# What the task requires
All entries below must be output word for word, and the pictures left behind.
Provided data Start Marker
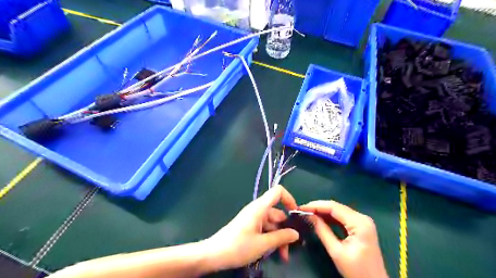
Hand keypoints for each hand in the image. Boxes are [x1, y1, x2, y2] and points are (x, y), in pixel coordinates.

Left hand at [208, 185, 299, 269]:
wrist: (214, 254)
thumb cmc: (238, 246)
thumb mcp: (263, 244)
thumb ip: (281, 237)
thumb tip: (296, 233)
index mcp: (260, 208)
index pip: (277, 192)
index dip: (289, 198)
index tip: (296, 214)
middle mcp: (257, 210)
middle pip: (278, 213)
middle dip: (286, 229)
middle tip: (291, 247)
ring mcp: (253, 218)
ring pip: (272, 224)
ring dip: (279, 238)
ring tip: (283, 256)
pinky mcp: (250, 227)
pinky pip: (265, 229)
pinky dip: (271, 239)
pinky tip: (273, 253)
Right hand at [298, 199, 387, 277]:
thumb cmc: (357, 271)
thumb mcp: (336, 251)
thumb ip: (322, 231)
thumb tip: (309, 216)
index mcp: (360, 223)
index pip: (334, 207)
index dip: (316, 205)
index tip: (301, 207)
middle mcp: (362, 218)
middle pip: (336, 207)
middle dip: (318, 207)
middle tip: (302, 210)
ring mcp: (362, 221)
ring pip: (338, 211)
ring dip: (323, 212)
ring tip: (307, 213)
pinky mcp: (360, 226)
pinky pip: (342, 217)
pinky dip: (330, 217)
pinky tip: (319, 219)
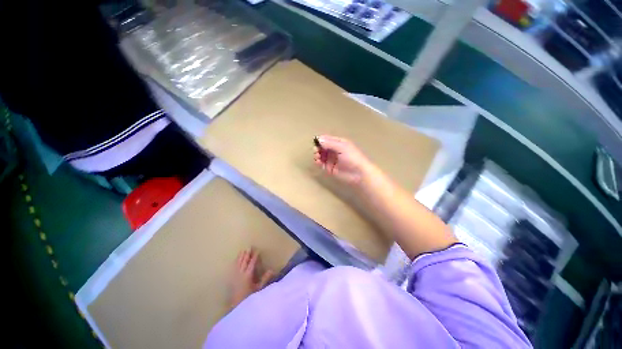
Provided data End Marker
# Written reply
Hand keypoints for each hand in the image. Boxes are [x1, y1, x2, y2] and points are (x, y), in pixel coordinates.

Left hand at [208, 185, 299, 269]:
wrist: (214, 254)
thumb cmc: (238, 246)
thumb mcp: (263, 244)
thumb ip: (281, 237)
thumb tip: (296, 233)
index mcp: (260, 208)
index pip: (277, 192)
index dip: (289, 198)
index tip: (296, 214)
middle mcp: (257, 210)
middle pip: (278, 213)
middle dip: (286, 229)
middle tip: (291, 247)
ring mcp: (253, 218)
ring pip: (272, 224)
ring dip: (279, 238)
ring tip: (283, 256)
pinky mcp: (250, 227)
pinky pip: (265, 229)
pinky dip: (271, 239)
pinky tip: (273, 253)
Right hand at [298, 199, 387, 277]:
thumb cmc: (357, 271)
thumb mcp: (336, 251)
thumb ip: (322, 231)
thumb tip: (309, 216)
index mcp: (360, 223)
index pip: (334, 207)
index dip: (316, 205)
index tip: (301, 207)
middle mcp: (362, 218)
middle pip: (336, 207)
middle dip: (318, 207)
middle tip: (302, 210)
ring mcp: (362, 221)
ring pip: (338, 211)
ring dip: (323, 212)
ring tip: (307, 213)
pinky mcp: (360, 226)
pinky pip: (342, 217)
pinky dip: (330, 217)
pinky tip: (319, 219)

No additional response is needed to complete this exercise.